--- Stored records ---

• • •

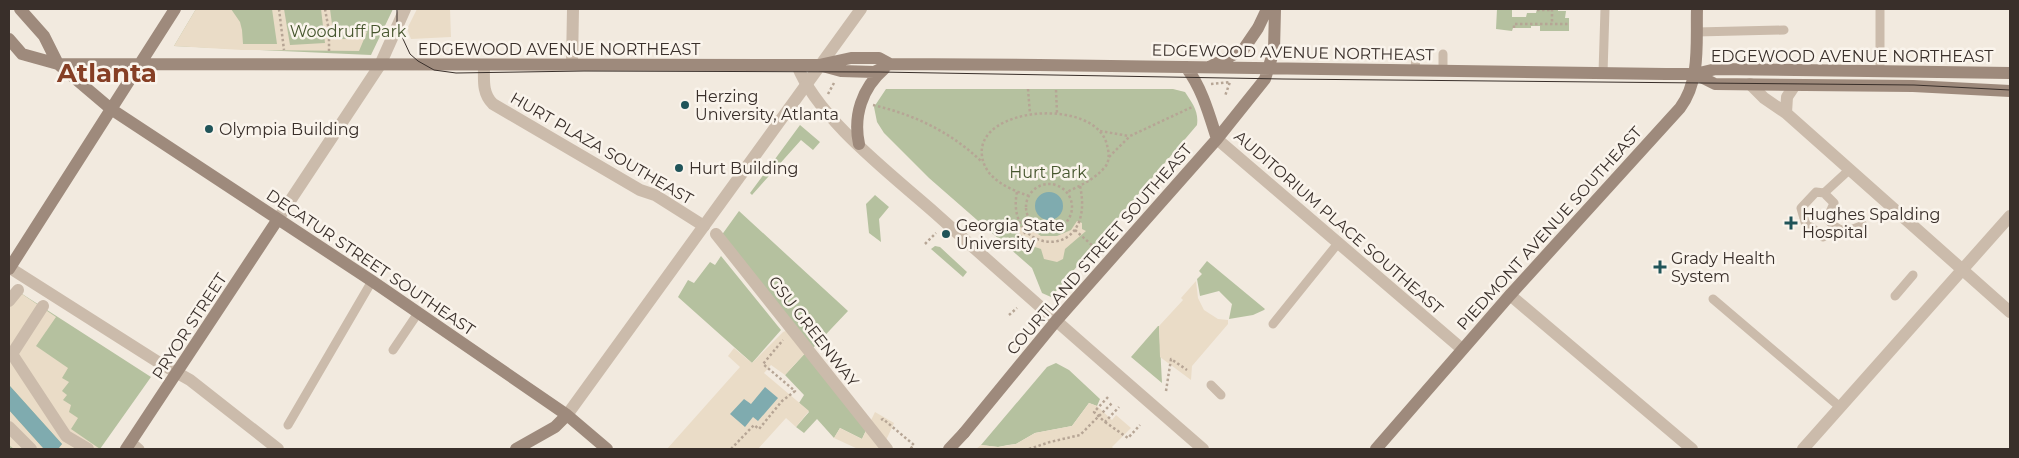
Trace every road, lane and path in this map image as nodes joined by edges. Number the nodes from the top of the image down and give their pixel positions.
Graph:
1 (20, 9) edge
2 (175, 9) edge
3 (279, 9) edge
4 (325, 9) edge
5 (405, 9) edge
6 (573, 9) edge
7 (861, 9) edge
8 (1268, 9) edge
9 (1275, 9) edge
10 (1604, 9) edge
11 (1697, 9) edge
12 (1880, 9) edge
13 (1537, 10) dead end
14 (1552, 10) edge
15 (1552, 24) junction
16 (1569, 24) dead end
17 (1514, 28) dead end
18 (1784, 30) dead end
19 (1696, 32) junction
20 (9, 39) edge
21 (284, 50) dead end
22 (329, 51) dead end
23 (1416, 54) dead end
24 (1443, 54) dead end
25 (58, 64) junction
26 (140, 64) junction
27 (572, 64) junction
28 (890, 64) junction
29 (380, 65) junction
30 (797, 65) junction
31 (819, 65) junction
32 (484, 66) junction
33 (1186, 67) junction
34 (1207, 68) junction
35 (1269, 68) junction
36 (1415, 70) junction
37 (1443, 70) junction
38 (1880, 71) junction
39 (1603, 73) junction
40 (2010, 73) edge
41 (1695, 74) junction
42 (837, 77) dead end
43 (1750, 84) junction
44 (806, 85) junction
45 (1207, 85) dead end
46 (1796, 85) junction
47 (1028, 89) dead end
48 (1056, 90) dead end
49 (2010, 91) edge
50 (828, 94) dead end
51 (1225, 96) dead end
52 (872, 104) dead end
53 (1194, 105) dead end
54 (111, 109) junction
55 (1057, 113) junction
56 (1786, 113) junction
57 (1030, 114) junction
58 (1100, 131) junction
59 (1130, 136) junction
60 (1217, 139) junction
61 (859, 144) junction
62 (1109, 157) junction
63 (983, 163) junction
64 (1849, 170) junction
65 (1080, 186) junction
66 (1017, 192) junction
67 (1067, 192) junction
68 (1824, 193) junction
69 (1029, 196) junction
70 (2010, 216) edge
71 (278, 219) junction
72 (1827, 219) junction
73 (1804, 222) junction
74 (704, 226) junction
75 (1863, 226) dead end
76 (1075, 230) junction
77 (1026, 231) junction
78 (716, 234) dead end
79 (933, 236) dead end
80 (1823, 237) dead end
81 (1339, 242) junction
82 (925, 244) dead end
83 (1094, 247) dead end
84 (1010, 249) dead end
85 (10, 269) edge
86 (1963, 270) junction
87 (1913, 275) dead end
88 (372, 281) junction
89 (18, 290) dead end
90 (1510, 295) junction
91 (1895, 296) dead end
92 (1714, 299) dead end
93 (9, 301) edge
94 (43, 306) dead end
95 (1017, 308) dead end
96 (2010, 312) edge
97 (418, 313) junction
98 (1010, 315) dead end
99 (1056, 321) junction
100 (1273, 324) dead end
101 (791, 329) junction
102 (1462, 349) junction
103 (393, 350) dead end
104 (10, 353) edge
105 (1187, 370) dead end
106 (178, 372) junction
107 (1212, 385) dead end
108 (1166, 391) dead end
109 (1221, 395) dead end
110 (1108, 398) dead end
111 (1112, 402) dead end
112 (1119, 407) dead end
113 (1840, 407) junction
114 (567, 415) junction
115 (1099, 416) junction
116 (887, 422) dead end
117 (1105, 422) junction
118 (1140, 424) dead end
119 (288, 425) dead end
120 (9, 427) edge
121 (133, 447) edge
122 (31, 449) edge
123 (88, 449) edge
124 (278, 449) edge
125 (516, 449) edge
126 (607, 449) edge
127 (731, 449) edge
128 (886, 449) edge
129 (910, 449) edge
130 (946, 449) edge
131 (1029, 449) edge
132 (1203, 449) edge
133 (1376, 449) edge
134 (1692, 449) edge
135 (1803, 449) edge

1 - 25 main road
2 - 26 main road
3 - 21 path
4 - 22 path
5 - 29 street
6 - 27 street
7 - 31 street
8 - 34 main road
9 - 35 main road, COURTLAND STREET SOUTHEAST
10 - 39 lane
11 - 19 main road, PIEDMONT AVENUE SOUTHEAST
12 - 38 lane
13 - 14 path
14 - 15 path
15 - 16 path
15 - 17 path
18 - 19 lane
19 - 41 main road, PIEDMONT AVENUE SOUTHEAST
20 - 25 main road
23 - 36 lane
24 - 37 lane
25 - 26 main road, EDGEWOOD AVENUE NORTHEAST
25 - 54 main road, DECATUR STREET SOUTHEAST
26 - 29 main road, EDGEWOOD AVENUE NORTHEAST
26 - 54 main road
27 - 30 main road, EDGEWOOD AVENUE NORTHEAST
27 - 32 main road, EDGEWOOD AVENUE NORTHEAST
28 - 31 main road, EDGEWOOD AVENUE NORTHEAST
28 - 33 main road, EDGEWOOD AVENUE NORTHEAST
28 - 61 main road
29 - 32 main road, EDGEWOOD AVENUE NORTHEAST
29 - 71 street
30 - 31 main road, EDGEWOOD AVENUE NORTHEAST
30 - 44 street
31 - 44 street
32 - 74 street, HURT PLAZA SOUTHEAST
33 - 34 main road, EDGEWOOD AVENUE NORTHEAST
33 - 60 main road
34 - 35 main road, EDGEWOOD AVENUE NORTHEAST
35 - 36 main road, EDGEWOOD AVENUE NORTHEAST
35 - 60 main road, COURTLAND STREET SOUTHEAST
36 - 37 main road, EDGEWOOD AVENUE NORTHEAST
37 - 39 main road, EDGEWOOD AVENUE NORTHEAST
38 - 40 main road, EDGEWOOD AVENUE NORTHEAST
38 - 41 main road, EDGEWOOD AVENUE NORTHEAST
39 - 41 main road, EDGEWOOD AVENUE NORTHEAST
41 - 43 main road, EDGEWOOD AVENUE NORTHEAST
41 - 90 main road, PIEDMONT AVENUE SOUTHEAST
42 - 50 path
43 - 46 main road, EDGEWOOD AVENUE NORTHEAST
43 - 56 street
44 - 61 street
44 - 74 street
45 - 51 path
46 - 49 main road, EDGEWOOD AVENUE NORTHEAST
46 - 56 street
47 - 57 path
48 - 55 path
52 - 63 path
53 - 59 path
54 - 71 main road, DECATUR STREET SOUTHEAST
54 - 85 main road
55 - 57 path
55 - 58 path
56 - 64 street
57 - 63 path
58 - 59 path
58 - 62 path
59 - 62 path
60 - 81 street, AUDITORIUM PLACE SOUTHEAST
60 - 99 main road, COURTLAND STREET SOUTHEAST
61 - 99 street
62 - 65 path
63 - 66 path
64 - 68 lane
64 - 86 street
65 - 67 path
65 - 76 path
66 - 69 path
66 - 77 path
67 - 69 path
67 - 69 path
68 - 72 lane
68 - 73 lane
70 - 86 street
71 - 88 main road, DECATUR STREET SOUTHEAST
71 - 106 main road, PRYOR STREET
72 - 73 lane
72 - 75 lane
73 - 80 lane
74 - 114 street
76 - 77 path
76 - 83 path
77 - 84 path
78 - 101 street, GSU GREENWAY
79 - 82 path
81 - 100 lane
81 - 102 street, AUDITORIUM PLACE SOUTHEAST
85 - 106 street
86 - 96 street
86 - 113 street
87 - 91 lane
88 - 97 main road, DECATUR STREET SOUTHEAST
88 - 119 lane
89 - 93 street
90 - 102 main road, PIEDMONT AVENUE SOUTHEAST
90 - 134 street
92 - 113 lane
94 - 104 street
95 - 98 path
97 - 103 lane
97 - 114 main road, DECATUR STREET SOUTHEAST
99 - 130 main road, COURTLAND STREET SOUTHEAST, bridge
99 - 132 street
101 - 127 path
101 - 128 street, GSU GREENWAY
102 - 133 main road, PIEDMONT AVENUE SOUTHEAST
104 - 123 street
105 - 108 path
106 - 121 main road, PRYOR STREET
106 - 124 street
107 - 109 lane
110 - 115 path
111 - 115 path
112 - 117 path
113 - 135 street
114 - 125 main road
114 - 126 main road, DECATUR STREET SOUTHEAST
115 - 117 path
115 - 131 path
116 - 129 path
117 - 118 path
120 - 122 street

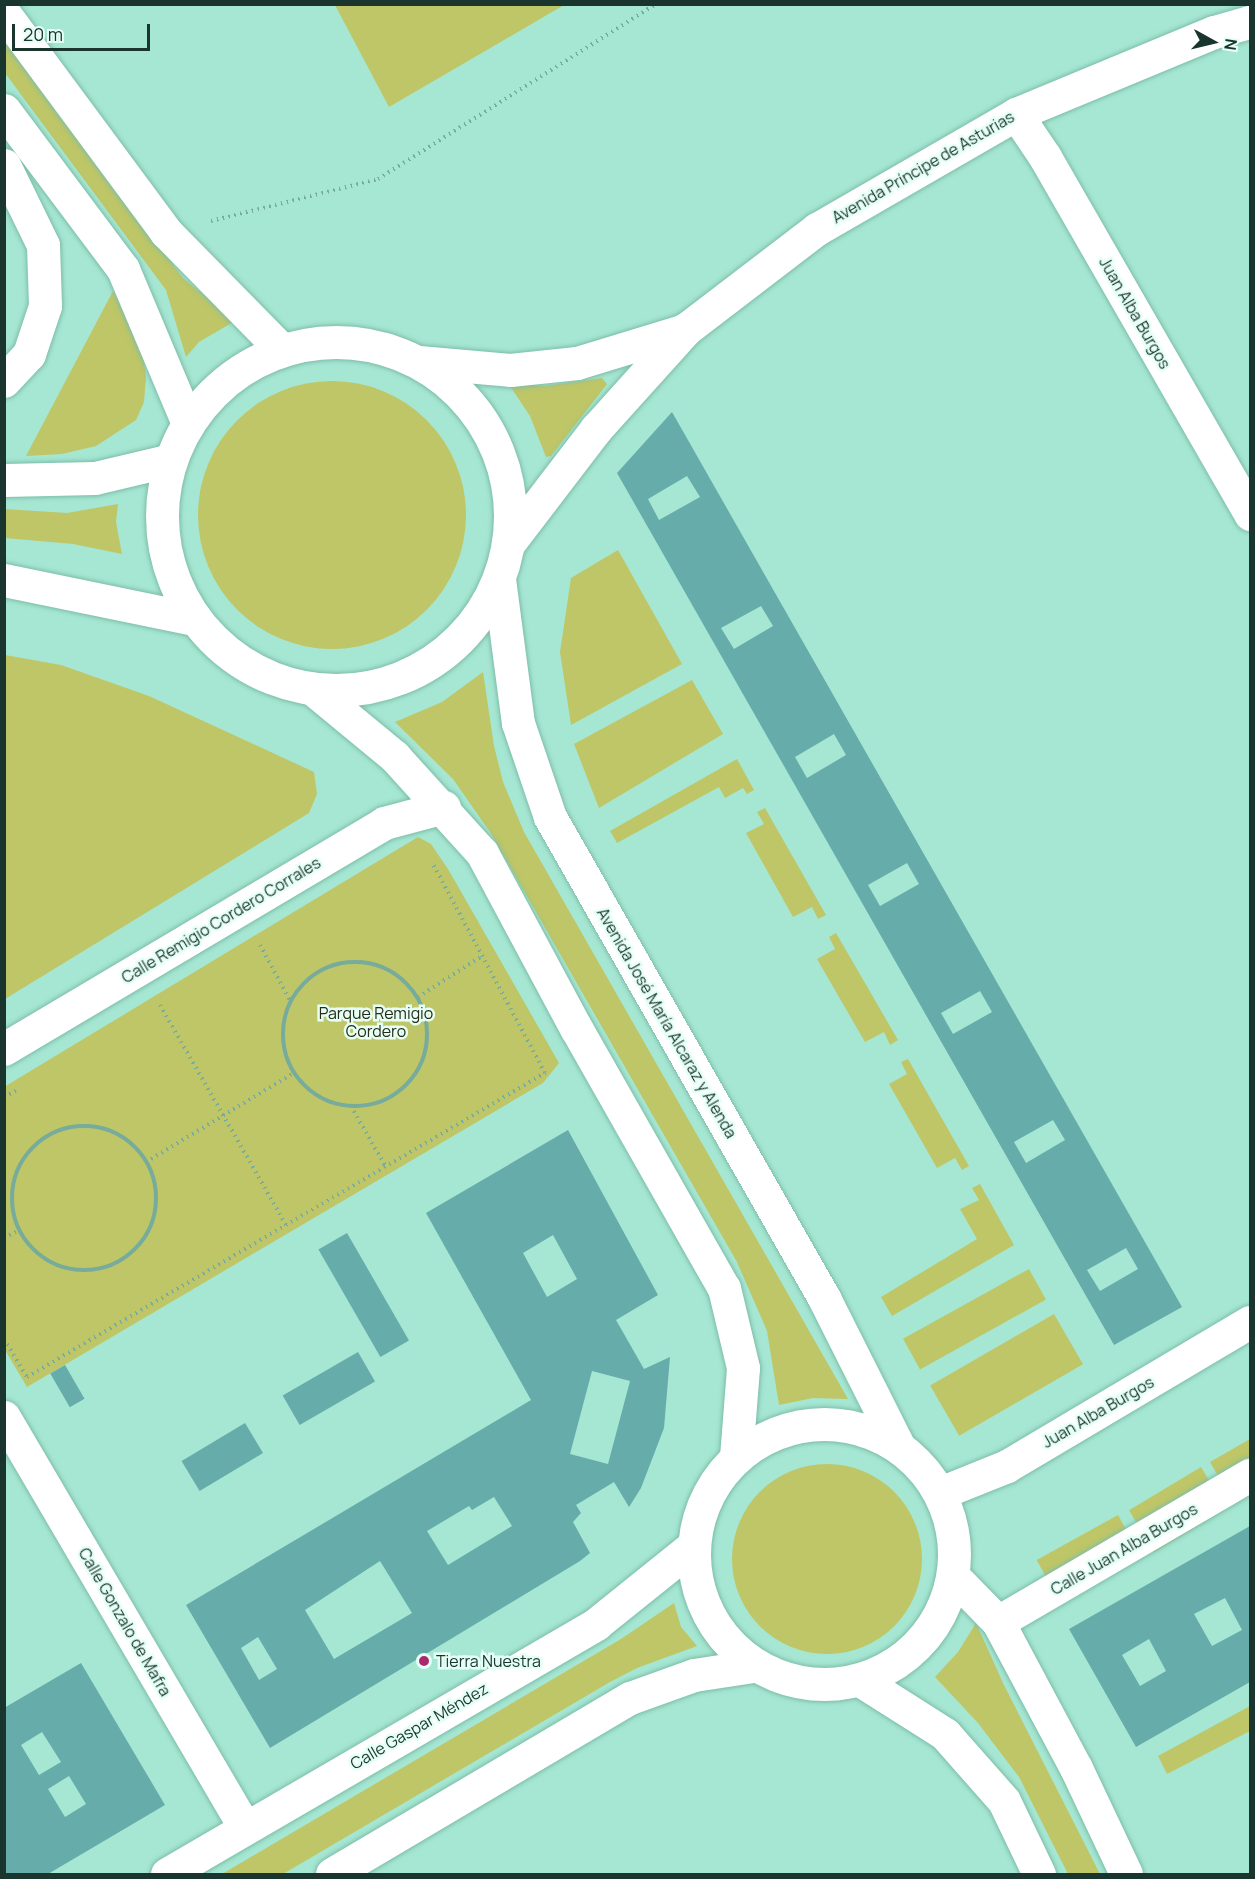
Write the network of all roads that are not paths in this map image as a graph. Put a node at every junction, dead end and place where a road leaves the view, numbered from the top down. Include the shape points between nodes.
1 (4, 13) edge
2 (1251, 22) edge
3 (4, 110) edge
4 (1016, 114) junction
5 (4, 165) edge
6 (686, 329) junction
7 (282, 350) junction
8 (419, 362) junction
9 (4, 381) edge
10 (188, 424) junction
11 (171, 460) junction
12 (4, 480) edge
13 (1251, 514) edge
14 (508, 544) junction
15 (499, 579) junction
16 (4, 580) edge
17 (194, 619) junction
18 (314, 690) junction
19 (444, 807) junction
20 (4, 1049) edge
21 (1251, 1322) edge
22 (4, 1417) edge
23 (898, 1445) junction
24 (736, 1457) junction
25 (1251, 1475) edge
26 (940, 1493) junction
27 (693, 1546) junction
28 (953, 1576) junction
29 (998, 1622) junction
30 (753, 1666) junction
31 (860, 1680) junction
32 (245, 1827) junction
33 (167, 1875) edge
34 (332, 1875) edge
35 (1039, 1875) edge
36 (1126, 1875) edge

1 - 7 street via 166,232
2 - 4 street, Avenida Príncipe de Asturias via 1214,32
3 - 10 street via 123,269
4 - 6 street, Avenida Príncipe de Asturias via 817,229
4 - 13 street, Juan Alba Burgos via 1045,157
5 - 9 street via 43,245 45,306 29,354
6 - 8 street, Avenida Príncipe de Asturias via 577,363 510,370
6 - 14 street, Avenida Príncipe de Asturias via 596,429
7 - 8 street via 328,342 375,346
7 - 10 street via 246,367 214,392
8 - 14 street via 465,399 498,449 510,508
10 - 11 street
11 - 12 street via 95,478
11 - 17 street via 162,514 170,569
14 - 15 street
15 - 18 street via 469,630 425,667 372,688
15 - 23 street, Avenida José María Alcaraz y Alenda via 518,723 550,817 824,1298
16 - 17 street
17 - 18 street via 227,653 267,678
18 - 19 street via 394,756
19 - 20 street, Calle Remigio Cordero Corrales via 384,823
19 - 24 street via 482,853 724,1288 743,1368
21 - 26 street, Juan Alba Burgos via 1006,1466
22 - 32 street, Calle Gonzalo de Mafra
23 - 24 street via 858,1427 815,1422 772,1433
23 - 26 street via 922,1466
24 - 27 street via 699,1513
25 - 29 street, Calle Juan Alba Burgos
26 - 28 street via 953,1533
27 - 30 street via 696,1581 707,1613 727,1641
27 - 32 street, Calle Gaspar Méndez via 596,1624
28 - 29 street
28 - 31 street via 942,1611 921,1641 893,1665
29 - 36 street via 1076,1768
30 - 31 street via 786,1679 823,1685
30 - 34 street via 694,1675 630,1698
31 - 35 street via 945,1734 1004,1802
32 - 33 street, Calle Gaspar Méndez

• • •

--- EXERCISE REQUIREMENTS ---
Given the data above, which lines hold the string "PRYOR"? Return them.

--- YOUR RESPONSE ---
71 - 106 main road, PRYOR STREET
106 - 121 main road, PRYOR STREET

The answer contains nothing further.